_DIRECTIONS FOR THIS TASK_: Using the data beneath this instruction, retype only the lines from the one that contains "ring pip: (633, 217)" down to the one that contains "index pip: (895, 323)", both included, exactly as they appear.

───── LISTED RECORDS ─────

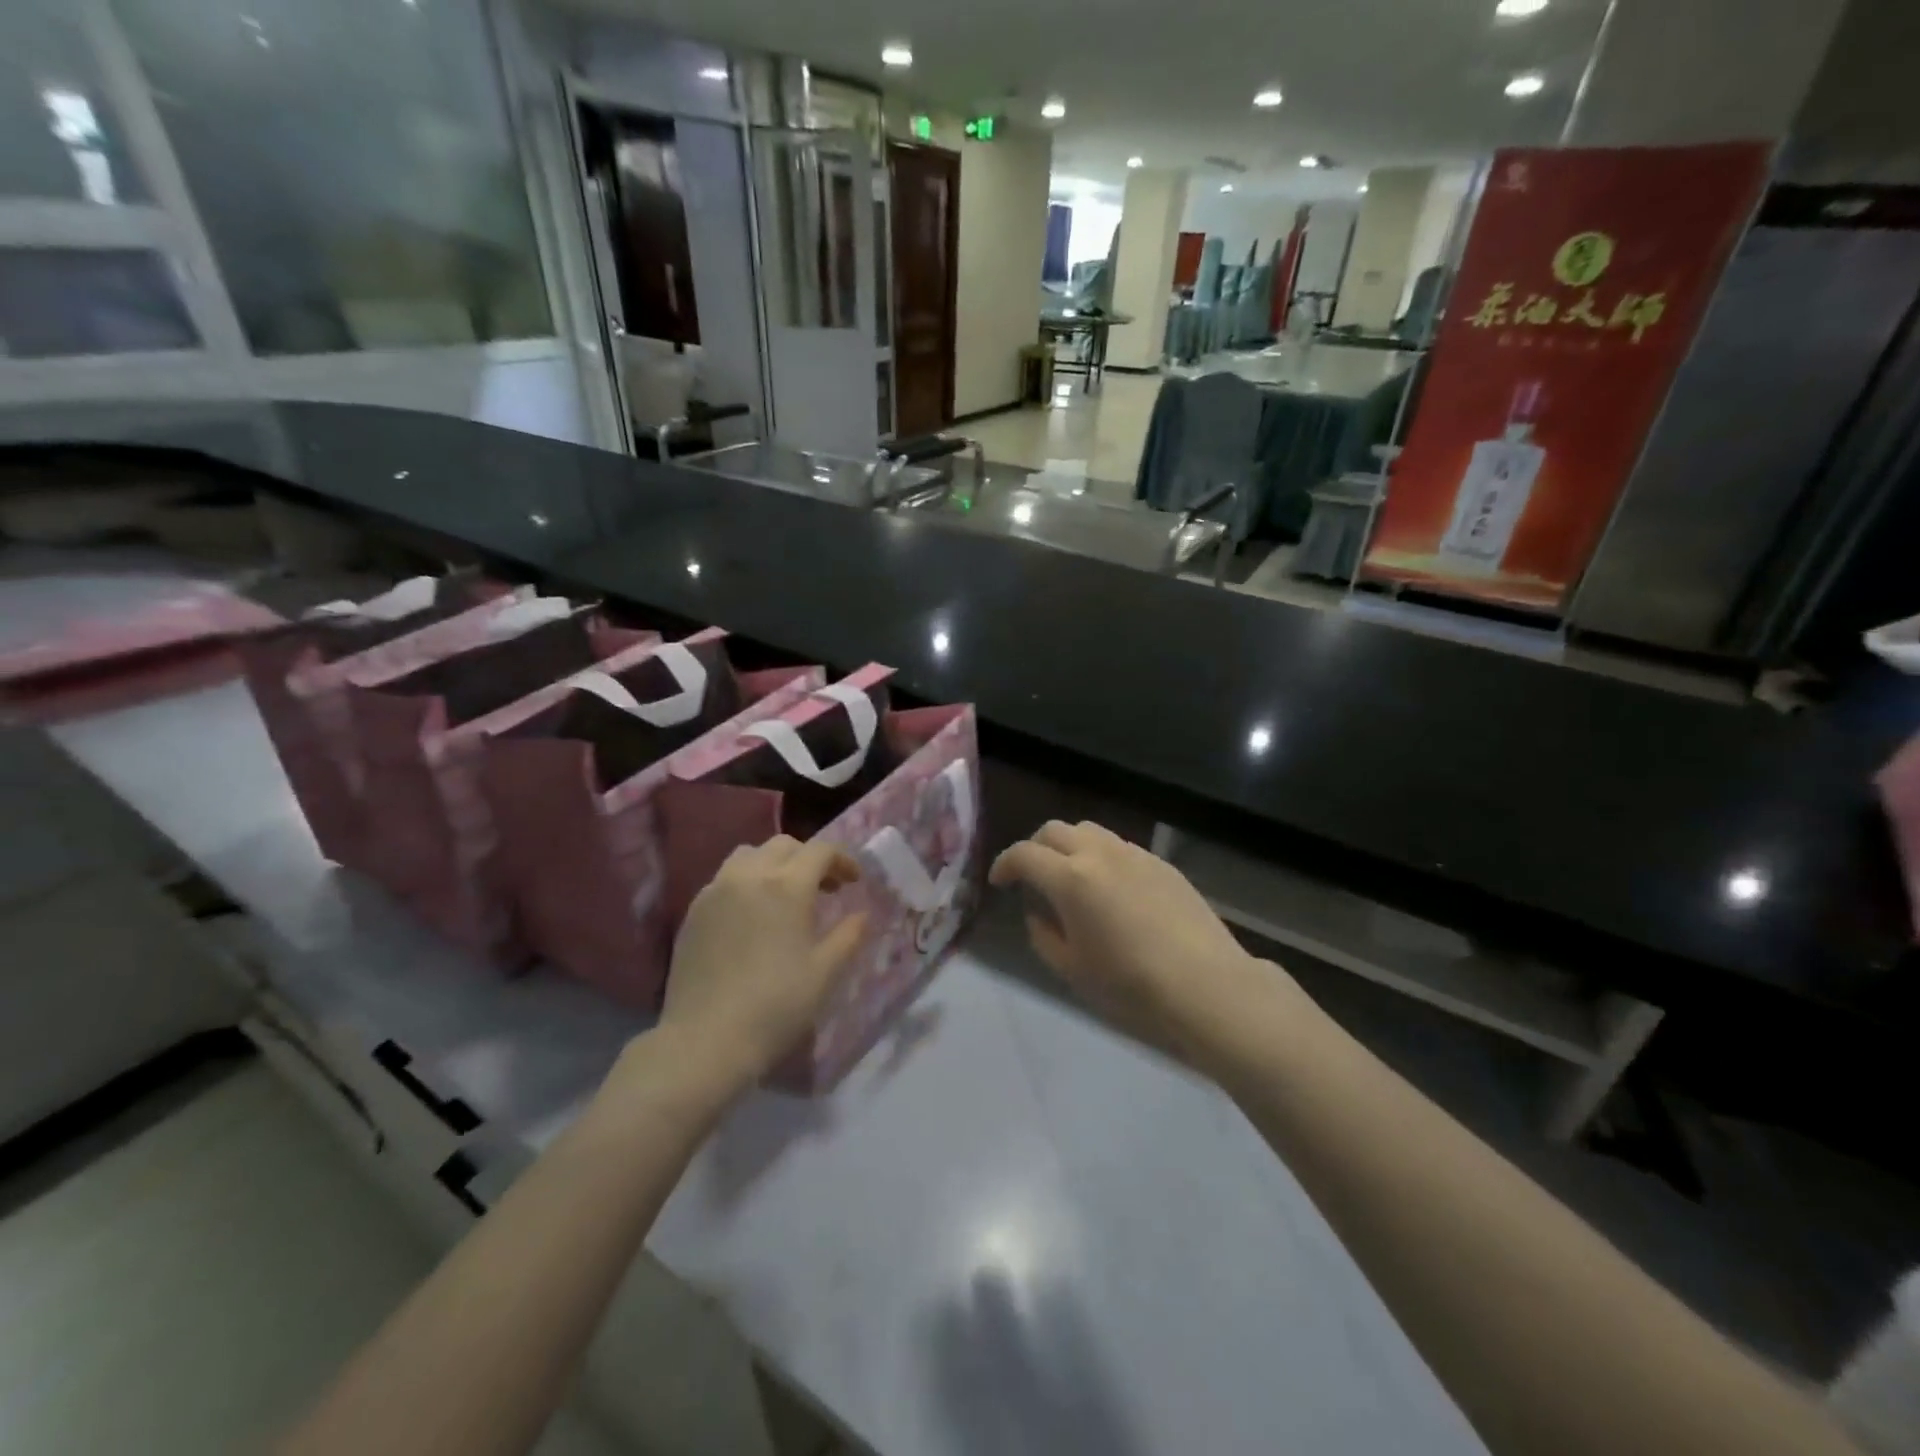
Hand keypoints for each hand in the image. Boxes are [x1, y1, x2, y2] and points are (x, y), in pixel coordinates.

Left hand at [659, 837, 866, 1090]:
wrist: (706, 1040)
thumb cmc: (776, 1006)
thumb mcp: (825, 973)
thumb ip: (849, 936)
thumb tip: (862, 915)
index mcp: (787, 886)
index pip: (820, 851)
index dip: (842, 860)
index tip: (854, 882)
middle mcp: (749, 876)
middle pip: (783, 846)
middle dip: (809, 859)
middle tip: (824, 889)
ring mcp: (715, 891)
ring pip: (749, 856)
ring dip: (773, 865)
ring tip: (784, 896)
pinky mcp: (693, 912)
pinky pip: (724, 879)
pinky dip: (746, 883)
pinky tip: (752, 916)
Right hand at [990, 821, 1267, 1061]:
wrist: (1206, 985)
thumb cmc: (1130, 984)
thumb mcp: (1072, 969)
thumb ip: (1044, 935)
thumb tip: (1039, 913)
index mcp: (1070, 878)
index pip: (1024, 854)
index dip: (1005, 864)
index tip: (1000, 881)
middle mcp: (1100, 854)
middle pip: (1055, 830)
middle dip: (1035, 847)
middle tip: (1030, 874)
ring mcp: (1135, 855)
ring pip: (1090, 831)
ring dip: (1069, 846)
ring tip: (1071, 877)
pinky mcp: (1162, 864)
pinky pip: (1120, 847)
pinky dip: (1101, 856)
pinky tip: (1110, 888)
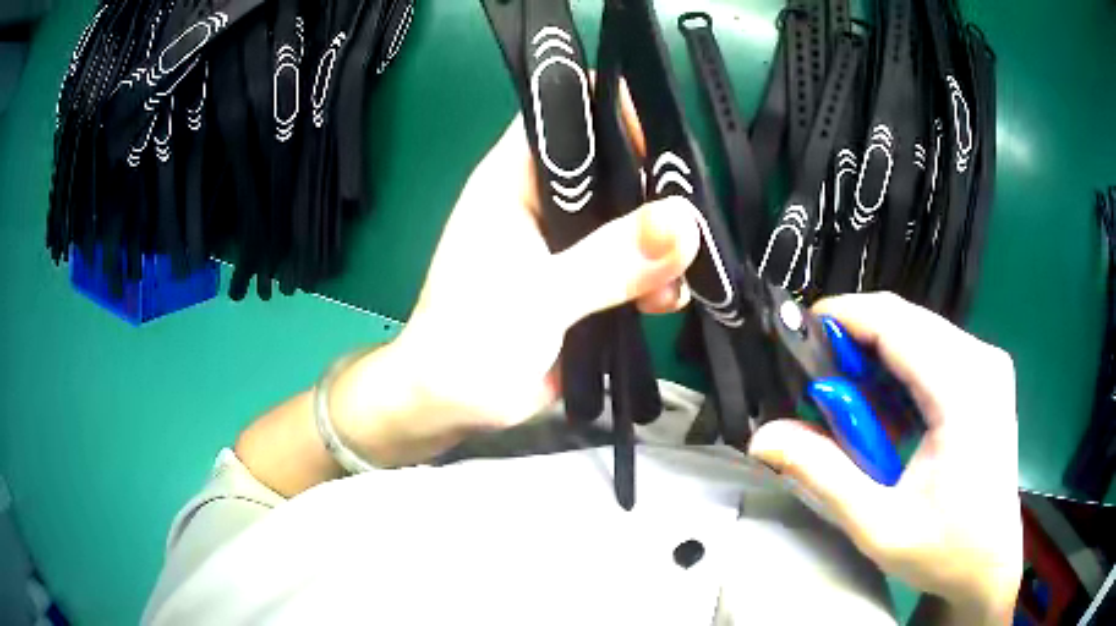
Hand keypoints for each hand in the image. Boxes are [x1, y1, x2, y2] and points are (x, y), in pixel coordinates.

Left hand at [355, 114, 699, 444]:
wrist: (455, 404)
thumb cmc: (471, 340)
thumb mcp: (540, 296)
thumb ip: (610, 259)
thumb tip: (685, 221)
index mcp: (516, 177)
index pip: (569, 112)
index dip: (616, 115)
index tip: (663, 151)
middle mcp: (547, 198)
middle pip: (616, 163)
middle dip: (657, 189)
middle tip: (691, 225)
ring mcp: (571, 239)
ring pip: (633, 217)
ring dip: (663, 244)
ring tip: (677, 281)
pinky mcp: (589, 279)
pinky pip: (636, 263)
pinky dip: (657, 279)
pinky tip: (666, 305)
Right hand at [748, 293, 1022, 623]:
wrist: (990, 563)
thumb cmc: (943, 550)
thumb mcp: (877, 524)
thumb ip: (822, 474)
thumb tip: (763, 436)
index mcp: (964, 390)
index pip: (895, 323)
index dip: (842, 318)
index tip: (798, 336)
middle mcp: (981, 360)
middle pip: (906, 320)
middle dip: (856, 343)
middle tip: (820, 391)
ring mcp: (988, 364)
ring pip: (918, 331)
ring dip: (877, 360)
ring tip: (853, 412)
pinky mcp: (986, 375)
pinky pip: (933, 349)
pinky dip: (900, 371)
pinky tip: (889, 414)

─────

_YOUR RESPONSE_:
ring pip: (633, 217)
ring dip: (663, 244)
ring tip: (677, 281)
pinky mcp: (589, 279)
pinky pip: (636, 263)
pinky dip: (657, 279)
pinky tip: (666, 305)
Right hand at [748, 293, 1022, 623]:
wrist: (990, 563)
thumb cmc: (943, 550)
thumb mcp: (877, 524)
thumb ip: (822, 474)
thumb tip: (763, 436)
index mcp: (964, 390)
index pip: (895, 323)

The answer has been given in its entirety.